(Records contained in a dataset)
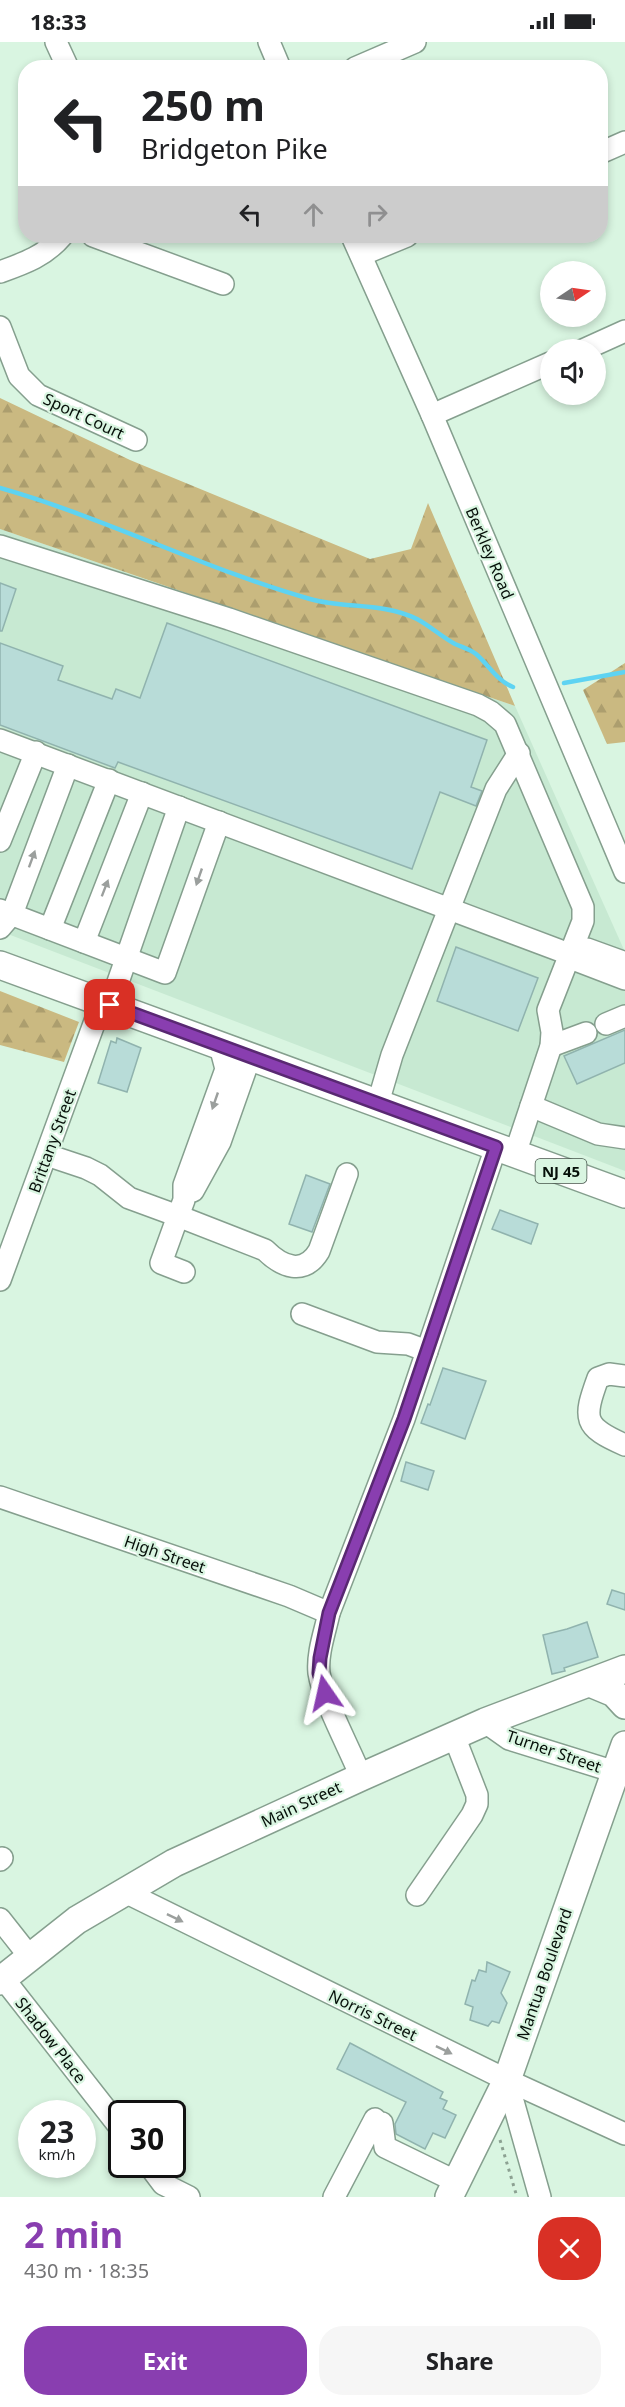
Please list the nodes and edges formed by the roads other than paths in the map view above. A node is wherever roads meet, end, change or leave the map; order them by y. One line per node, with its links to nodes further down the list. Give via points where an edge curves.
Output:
1 (56, 42): 4 (street)
2 (268, 42): 5 (street)
3 (415, 42): 6 (street)
4 (64, 60)
5 (276, 60)
6 (373, 60)
7 (625, 142): 8 (street)
8 (608, 149)
9 (56, 243): 14 (street, via 39,257)
10 (112, 243): 15 (street)
11 (355, 243): 13 (street, Berkley Road)
12 (390, 243): 13 (street)
13 (361, 255): 20 (street, Berkley Road)
14 (0, 272)
15 (223, 284)
16 (0, 327): 21 (street, Sport Court, via 19,376 38,395)
17 (625, 331): 18 (street)
18 (606, 340)
19 (540, 367): 20 (street)
20 (432, 415): 32 (street, Berkley Road)
21 (136, 440)
22 (0, 546): 25 (street, via 229,619 478,705 505,724)
23 (0, 740): 24 (street)
24 (36, 752): 26 (street); 31 (street)
25 (519, 753): 33 (street, via 496,789); 37 (street, via 583,907 583,921)
26 (68, 765): 27 (street); 34 (street, one-way to 26)
27 (109, 780): 28 (street); 35 (street)
28 (142, 793): 29 (street); 36 (street, one-way to 28)
29 (179, 807): 30 (street); 38 (street, Brittany Street)
30 (219, 822): 33 (street); 38 (street, one-way to 38, via 165,973)
31 (0, 841)
32 (625, 872)
33 (451, 908): 37 (street); 47 (street, via 392,1055)
34 (4, 917): 35 (street)
35 (50, 929): 36 (street)
36 (84, 942): 38 (street)
37 (570, 954): 39 (street, via 587,949); 41 (street, via 578,961); 45 (street, via 548,1010)
38 (127, 958): 42 (street, Brittany Street)
39 (625, 963)
40 (0, 964): 42 (main road, NJ 45)
41 (625, 979)
42 (106, 1004): 44 (main road, NJ 45); 51 (street, Brittany Street)
43 (586, 1033): 45 (street)
44 (220, 1046): 46 (main road, NJ 45); 54 (street, one-way to 54, via 226,1069 184,1185)
45 (550, 1046): 48 (street)
46 (250, 1057): 47 (main road, NJ 45); 54 (street, via 220,1142)
47 (378, 1104): 50 (main road, NJ 45)
48 (531, 1106): 49 (street, via 598,1134); 50 (street)
49 (625, 1138)
50 (505, 1150): 53 (main road, NJ 45); 58 (street)
51 (47, 1155): 54 (street, via 87,1168 129,1198); 56 (street, Brittany Street)
52 (343, 1173): 54 (street, via 314,1260 306,1266 294,1267 275,1260 259,1247)
53 (625, 1194)
54 (181, 1208): 55 (street, via 161,1263)
55 (184, 1272)
56 (0, 1280)
57 (302, 1314): 58 (street, via 378,1342 408,1344)
58 (427, 1351): 62 (street)
59 (625, 1376): 60 (street, via 609,1374 598,1378 588,1407 592,1424)
60 (625, 1445)
61 (0, 1497): 62 (street, High Street)
62 (329, 1613): 70 (street, via 319,1673)
63 (625, 1669): 64 (main road, Main Street)
64 (590, 1683): 65 (main road, via 608,1689); 66 (main road, Main Street)
65 (625, 1705)
66 (485, 1722): 67 (main road, Main Street); 69 (street, Turner Street, via 508,1739)
67 (454, 1736): 70 (main road, Main Street); 72 (street, via 477,1804)
68 (625, 1745): 69 (main road, Mantua Boulevard)
69 (620, 1774): 76 (main road, Mantua Boulevard)
70 (361, 1777): 71 (main road, Main Street, via 174,1863)
71 (123, 1891): 74 (main road, Main Street); 76 (street, Norris Street, one-way to 76)
72 (417, 1895)
73 (0, 1919): 74 (street)
74 (30, 1957): 75 (main road, Main Street)
75 (2, 1979): 77 (street, Shadow Place)
76 (507, 2080): 78 (street, Norris Street); 79 (main road, Mantua Boulevard); 83 (street)
77 (108, 2112)
78 (625, 2134)
79 (453, 2189): 82 (street, via 385,2147 378,2121)
80 (158, 2190): 81 (street)
81 (189, 2197)
82 (334, 2197)
83 (540, 2197)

Exercise details
Copy out all the data exactly. No images belong in the copy.

Answer for this exercise
Please list the nodes and edges formed by the roads other than paths in the map view above. A node is wherever roads meet, end, change or leave the map; order them by y. One line per node, with its links to nodes further down the list. Give via points where an edge curves.
Output:
1 (56, 42): 4 (street)
2 (268, 42): 5 (street)
3 (415, 42): 6 (street)
4 (64, 60)
5 (276, 60)
6 (373, 60)
7 (625, 142): 8 (street)
8 (608, 149)
9 (56, 243): 14 (street, via 39,257)
10 (112, 243): 15 (street)
11 (355, 243): 13 (street, Berkley Road)
12 (390, 243): 13 (street)
13 (361, 255): 20 (street, Berkley Road)
14 (0, 272)
15 (223, 284)
16 (0, 327): 21 (street, Sport Court, via 19,376 38,395)
17 (625, 331): 18 (street)
18 (606, 340)
19 (540, 367): 20 (street)
20 (432, 415): 32 (street, Berkley Road)
21 (136, 440)
22 (0, 546): 25 (street, via 229,619 478,705 505,724)
23 (0, 740): 24 (street)
24 (36, 752): 26 (street); 31 (street)
25 (519, 753): 33 (street, via 496,789); 37 (street, via 583,907 583,921)
26 (68, 765): 27 (street); 34 (street, one-way to 26)
27 (109, 780): 28 (street); 35 (street)
28 (142, 793): 29 (street); 36 (street, one-way to 28)
29 (179, 807): 30 (street); 38 (street, Brittany Street)
30 (219, 822): 33 (street); 38 (street, one-way to 38, via 165,973)
31 (0, 841)
32 (625, 872)
33 (451, 908): 37 (street); 47 (street, via 392,1055)
34 (4, 917): 35 (street)
35 (50, 929): 36 (street)
36 (84, 942): 38 (street)
37 (570, 954): 39 (street, via 587,949); 41 (street, via 578,961); 45 (street, via 548,1010)
38 (127, 958): 42 (street, Brittany Street)
39 (625, 963)
40 (0, 964): 42 (main road, NJ 45)
41 (625, 979)
42 (106, 1004): 44 (main road, NJ 45); 51 (street, Brittany Street)
43 (586, 1033): 45 (street)
44 (220, 1046): 46 (main road, NJ 45); 54 (street, one-way to 54, via 226,1069 184,1185)
45 (550, 1046): 48 (street)
46 (250, 1057): 47 (main road, NJ 45); 54 (street, via 220,1142)
47 (378, 1104): 50 (main road, NJ 45)
48 (531, 1106): 49 (street, via 598,1134); 50 (street)
49 (625, 1138)
50 (505, 1150): 53 (main road, NJ 45); 58 (street)
51 (47, 1155): 54 (street, via 87,1168 129,1198); 56 (street, Brittany Street)
52 (343, 1173): 54 (street, via 314,1260 306,1266 294,1267 275,1260 259,1247)
53 (625, 1194)
54 (181, 1208): 55 (street, via 161,1263)
55 (184, 1272)
56 (0, 1280)
57 (302, 1314): 58 (street, via 378,1342 408,1344)
58 (427, 1351): 62 (street)
59 (625, 1376): 60 (street, via 609,1374 598,1378 588,1407 592,1424)
60 (625, 1445)
61 (0, 1497): 62 (street, High Street)
62 (329, 1613): 70 (street, via 319,1673)
63 (625, 1669): 64 (main road, Main Street)
64 (590, 1683): 65 (main road, via 608,1689); 66 (main road, Main Street)
65 (625, 1705)
66 (485, 1722): 67 (main road, Main Street); 69 (street, Turner Street, via 508,1739)
67 (454, 1736): 70 (main road, Main Street); 72 (street, via 477,1804)
68 (625, 1745): 69 (main road, Mantua Boulevard)
69 (620, 1774): 76 (main road, Mantua Boulevard)
70 (361, 1777): 71 (main road, Main Street, via 174,1863)
71 (123, 1891): 74 (main road, Main Street); 76 (street, Norris Street, one-way to 76)
72 (417, 1895)
73 (0, 1919): 74 (street)
74 (30, 1957): 75 (main road, Main Street)
75 (2, 1979): 77 (street, Shadow Place)
76 (507, 2080): 78 (street, Norris Street); 79 (main road, Mantua Boulevard); 83 (street)
77 (108, 2112)
78 (625, 2134)
79 (453, 2189): 82 (street, via 385,2147 378,2121)
80 (158, 2190): 81 (street)
81 (189, 2197)
82 (334, 2197)
83 (540, 2197)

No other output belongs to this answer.